Lego Plays Electronic Drums

The ability to quickly try out an idea, and then expand and develop it, is what rapid prototyping is all about. Although we tend to think of 3D printing when rapid prototyping is mentioned, [Brick Technology] reminds us of the power of Lego, as he rapidly builds and improves an electromechanical drum machine.

Using Lego Technic pieces, he starts with a simple music box-style drum with moveable pins that pluck on spring-loaded levers, which in turn hit piezoelectric discs. The electronics side is simple, with the discs wired to a Roland sound module from an existing electronic drum kit. With the ability to instantly adjust, add and remove pieces, he quickly finds and fixes the problem of getting eleven hammer mechanisms together and working smoothly.

To get around the limited pin space on the drum and increase the length and variation potential of the rhythms, [Brick Technology] moved to a belt design that can accommodate significantly more pins. He also added an electric motor and various gearbox ratios for consistent and adjustable tempo. Together with his water vortex ball machine, he makes us think our workshops probably need a few hundred Lego Technic pieces.

To add to the list of excuses to get more Lego, we’ve also seen the plastic blocks get used for everything from RC submarines to reaction wheels and even data storage.

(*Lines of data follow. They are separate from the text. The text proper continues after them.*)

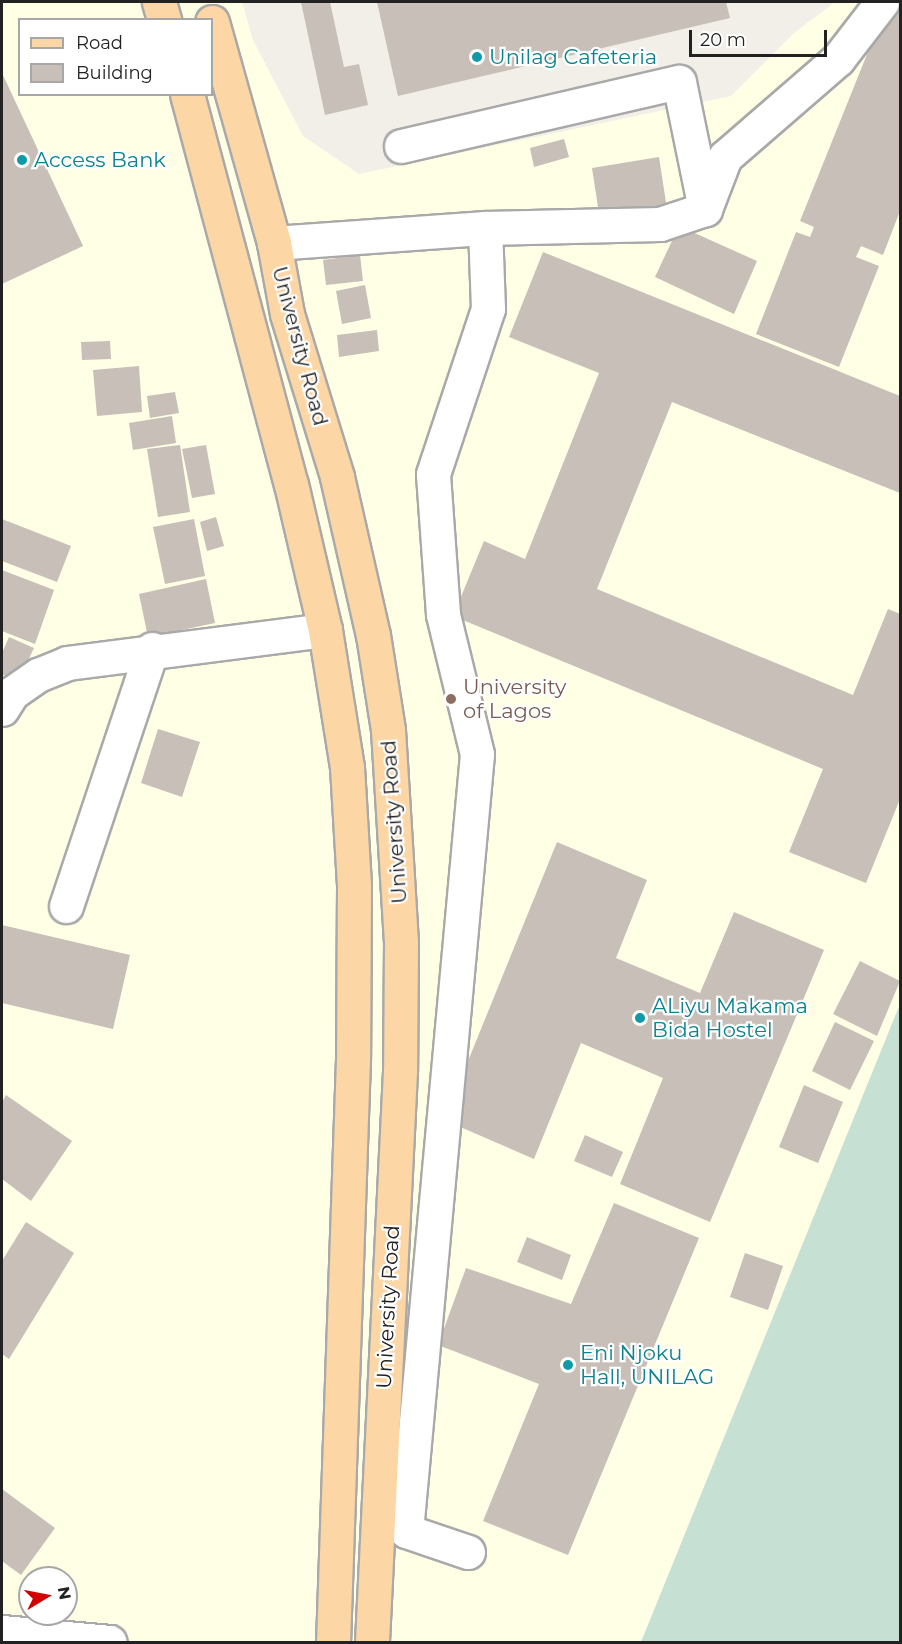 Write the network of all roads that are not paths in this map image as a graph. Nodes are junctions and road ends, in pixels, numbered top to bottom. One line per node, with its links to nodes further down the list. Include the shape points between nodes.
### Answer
1 (159, 2): 4 (main road)
2 (205, 2): 5 (main road, University Road)
3 (882, 2): 9 (lane, via 838,59 725,157)
4 (163, 18)
5 (210, 18)
6 (213, 28): 11 (main road, University Road)
7 (188, 96): 12 (main road, University Road, via 291,484)
8 (401, 146): 9 (lane, via 679,82)
9 (705, 208): 10 (lane, via 660,224)
10 (485, 228): 11 (lane); 16 (lane, via 488,309 433,474 443,614 477,754 406,1531)
11 (274, 243): 20 (main road, University Road, via 287,314 337,477 373,635 388,730 396,826 400,1071)
12 (325, 630): 13 (lane); 19 (main road, University Road, via 347,767 354,886)
13 (152, 649): 14 (lane, via 67,663 38,675 12,693); 15 (lane)
14 (2, 709)
15 (66, 906)
16 (468, 1552)
17 (2, 1632): 18 (lane)
18 (110, 1642)
19 (333, 1642)
20 (372, 1642)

15 thoughts on “Lego Plays Electronic Drums

    1. You may be interested in the LEGO Educational sets. For instance the #45400 BricQ Motion Prime Set, #9607-1 Technology Activity Set, or the older MindStorms Educational set, to name some.
      Also the LEGO Chain Reactions STEM kit by Klutz. I have this one and the earlier MindStorms EV3 Educational kit, both were fun but I was loathe to disperse the Educational Kit parts with my other Technic parts.

  1. I love LEGO and I love this kind of kinetic project. Well done.

    Not a criticism… but an honest question: Judging by what even small kits of plain LEGO blocks cost, what does it cost to build complicated mechanisms like this one?

    How affordable is experimentation like this? Or…Is this simply a case where sufficient Youtube views can fund thousands of dollars worth of LEGO?

      1. This. Exactly this. As an AFOL myself (GBC builds) Bricklink is the place to go. I’m also a member of a LEGO club that does bulk purchases, an am fortunate to have a LEGO reseller in my city (run by club members).
        So there are ways to build your LEGO collection without having to resort to buying kits at premium prices.

    1. Well, for a while it was an average of 10 cents per piece, but, inflation means that’s probably gone up (also, the larger pieces cost a lot more than the small ones like single dots). I’d expect most of their cost on this build was the huge chain for the song data, if you did just the round circle one, it might be less than $40 (excluding the electronics).